Dans une collision impliquant au moins deux véhicules, les occupants du (des) véhicule(s) le(s) plus lourd(s) « s’en sortent mieux » que les parties adverses. Ainsi, les accidents impliquant au moins une voiture et un camion de plus de 3,5 tonnes se soldent par 26 tués chez les occupants de camions et 1 557 chez les occupants de voitures…

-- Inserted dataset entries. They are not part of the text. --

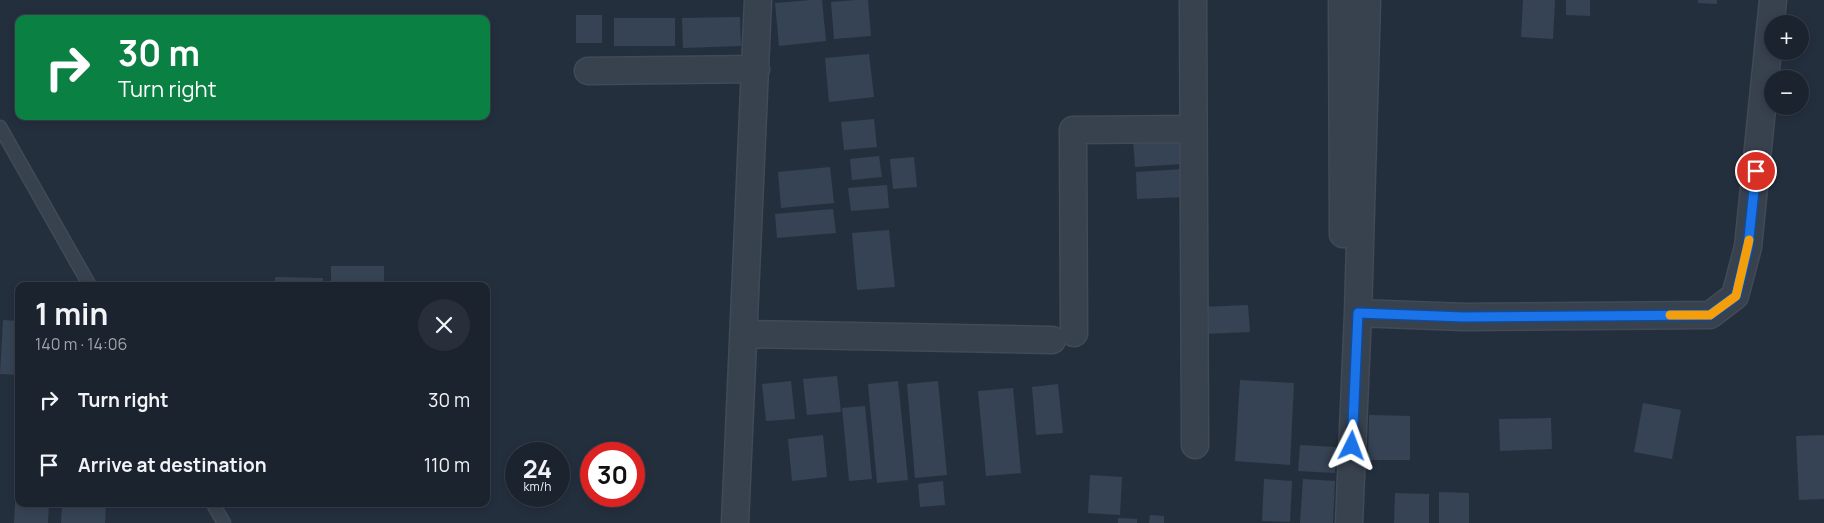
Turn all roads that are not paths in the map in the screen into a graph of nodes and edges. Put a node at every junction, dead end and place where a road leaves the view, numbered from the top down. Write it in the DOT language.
graph roads {
  1 [pos="758,0"];
  2 [pos="1193,0"];
  3 [pos="1342,0"];
  4 [pos="1367,0"];
  5 [pos="1773,0"];
  6 [pos="756,69"];
  7 [pos="588,71"];
  8 [pos="0,128"];
  9 [pos="1193,129"];
  10 [pos="1343,235"];
  11 [pos="88,282"];
  12 [pos="1358,313"];
  13 [pos="744,334"];
  14 [pos="1195,445"];
  15 [pos="215,507"];
  16 [pos="224,523"];
  17 [pos="736,523"];
  18 [pos="1349,523"];
  1 -- 6 [label="street"];
  2 -- 9 [label="street"];
  3 -- 10 [label="street"];
  4 -- 12 [label="street"];
  5 -- 12 [label="street"];
  6 -- 7 [label="street"];
  6 -- 13 [label="street"];
  8 -- 11 [label="lane"];
  9 -- 13 [label="street"];
  9 -- 14 [label="street"];
  12 -- 18 [label="street"];
  13 -- 17 [label="street"];
  15 -- 16 [label="lane"];
}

De l’observation qui précède, beaucoup de personnes tirent une conclusion dangereuse. Cette conclusion peut être résumée comme suit : si on est mieux protégé dans un véhicule plus lourd, j’achète une voiture aussi lourde que me le permet mon budget. Cette conclusion peut leur être fatale car le type de collision qui tue le plus est celui n’impliquant qu’une voiture (et pas de partie adverse) : 4 400 tués, soit plus de 19% du total des victimes de la route en Europe. Or, dans un accident de ce type, les voitures plus lourdes, dont le mouvement requiert plus d’énergie, peuvent aussi s’avérer plus dangereuses pour leurs occupants que les voitures plus modestes, qui dissipent moins d’énergie en cas de choc. Cette conclusion est aussi dangereuse pour la sécurité routière dans son ensemble : elle pousse les automobilistes dans une logique de « course à l’armement »1 où, pour se protéger des autres usagers, on met en circulation des véhicules plus dangereux.

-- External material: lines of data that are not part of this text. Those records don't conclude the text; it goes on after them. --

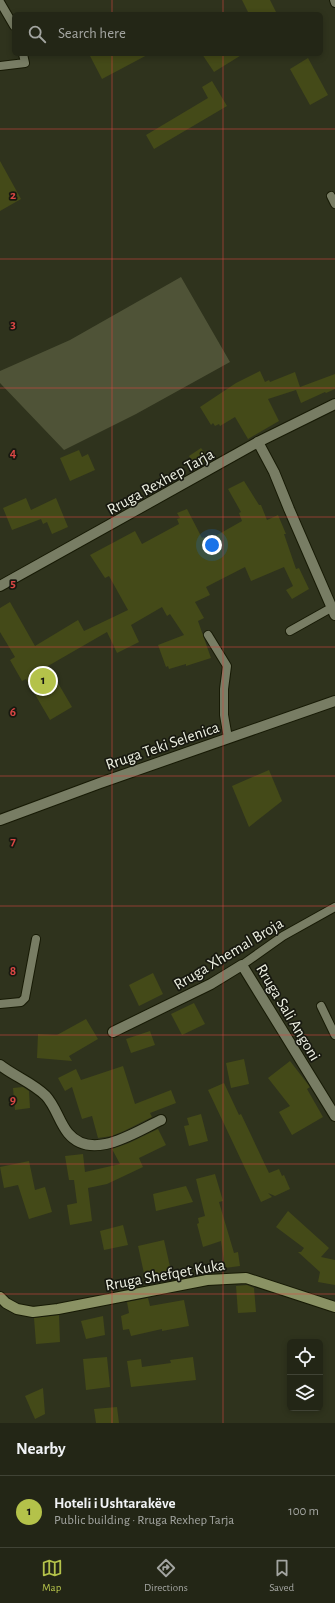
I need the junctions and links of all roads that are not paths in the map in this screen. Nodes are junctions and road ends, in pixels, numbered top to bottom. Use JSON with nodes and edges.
{"nodes":[{"id":1,"x":334,"y":0,"type":"edge"},
{"id":2,"x":0,"y":2,"type":"edge"},
{"id":3,"x":335,"y":3,"type":"edge"},
{"id":4,"x":12,"y":23,"type":"edge"},
{"id":5,"x":23,"y":56,"type":"edge"},
{"id":6,"x":0,"y":66,"type":"edge"},
{"id":7,"x":331,"y":196,"type":"dead end"},
{"id":8,"x":335,"y":204,"type":"edge"},
{"id":9,"x":335,"y":404,"type":"edge"},
{"id":10,"x":258,"y":442,"type":"junction"},
{"id":11,"x":0,"y":586,"type":"edge"},
{"id":12,"x":333,"y":612,"type":"edge"},
{"id":13,"x":290,"y":631,"type":"dead end"},
{"id":14,"x":208,"y":636,"type":"dead end"},
{"id":15,"x":335,"y":701,"type":"edge"},
{"id":16,"x":228,"y":738,"type":"junction"},
{"id":17,"x":0,"y":820,"type":"edge"},
{"id":18,"x":335,"y":907,"type":"edge"},
{"id":19,"x":36,"y":939,"type":"dead end"},
{"id":20,"x":242,"y":965,"type":"junction"},
{"id":21,"x":0,"y":1004,"type":"edge"},
{"id":22,"x":321,"y":1006,"type":"dead end"},
{"id":23,"x":113,"y":1032,"type":"dead end"},
{"id":24,"x":335,"y":1035,"type":"edge"},
{"id":25,"x":0,"y":1064,"type":"edge"},
{"id":26,"x":335,"y":1116,"type":"edge"},
{"id":27,"x":161,"y":1120,"type":"dead end"},
{"id":28,"x":0,"y":1297,"type":"edge"},
{"id":29,"x":335,"y":1307,"type":"edge"}],
"edges":[{"from":1,"to":3,"type":"lane"},
{"from":2,"to":4,"type":"lane"},
{"from":5,"to":6,"type":"lane"},
{"from":7,"to":8,"type":"lane"},
{"from":9,"to":10,"type":"street","name":"Rruga Rexhep Tarja"},
{"from":10,"to":11,"type":"street","name":"Rruga Rexhep Tarja"},
{"from":10,"to":12,"type":"street"},
{"from":12,"to":13,"type":"lane"},
{"from":14,"to":16,"type":"lane"},
{"from":15,"to":16,"type":"street","name":"Rruga Teki Selenica"},
{"from":16,"to":17,"type":"street","name":"Rruga Teki Selenica"},
{"from":18,"to":20,"type":"lane","name":"Rruga Xhemal Broja"},
{"from":19,"to":21,"type":"lane"},
{"from":20,"to":23,"type":"street","name":"Rruga Xhemal Broja"},
{"from":20,"to":26,"type":"street","name":"Rruga Sali Angoni"},
{"from":22,"to":24,"type":"lane"},
{"from":25,"to":27,"type":"street"},
{"from":28,"to":29,"type":"street","name":"Rruga Shefqet Kuka"}]}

Les modes actifs sont les plus sûrs

Les collisions n’impliquant que des piétons et des cyclistes (croisement des 2 premières lignes et des 2 premières colonnes du tableau) tuent 75 personnes par an en Europe, soit 0,3% du total. Les collisions entre piétons n’ont créé aucune victime en 2019. Par ailleurs, même si ce genre d’accident marque souvent les esprits, rares sont les personnes voyageant en bus et en car qui perdent la vie sur les routes européennes : 111 sur un total de 22 800, soit un peu moins de 0,5%.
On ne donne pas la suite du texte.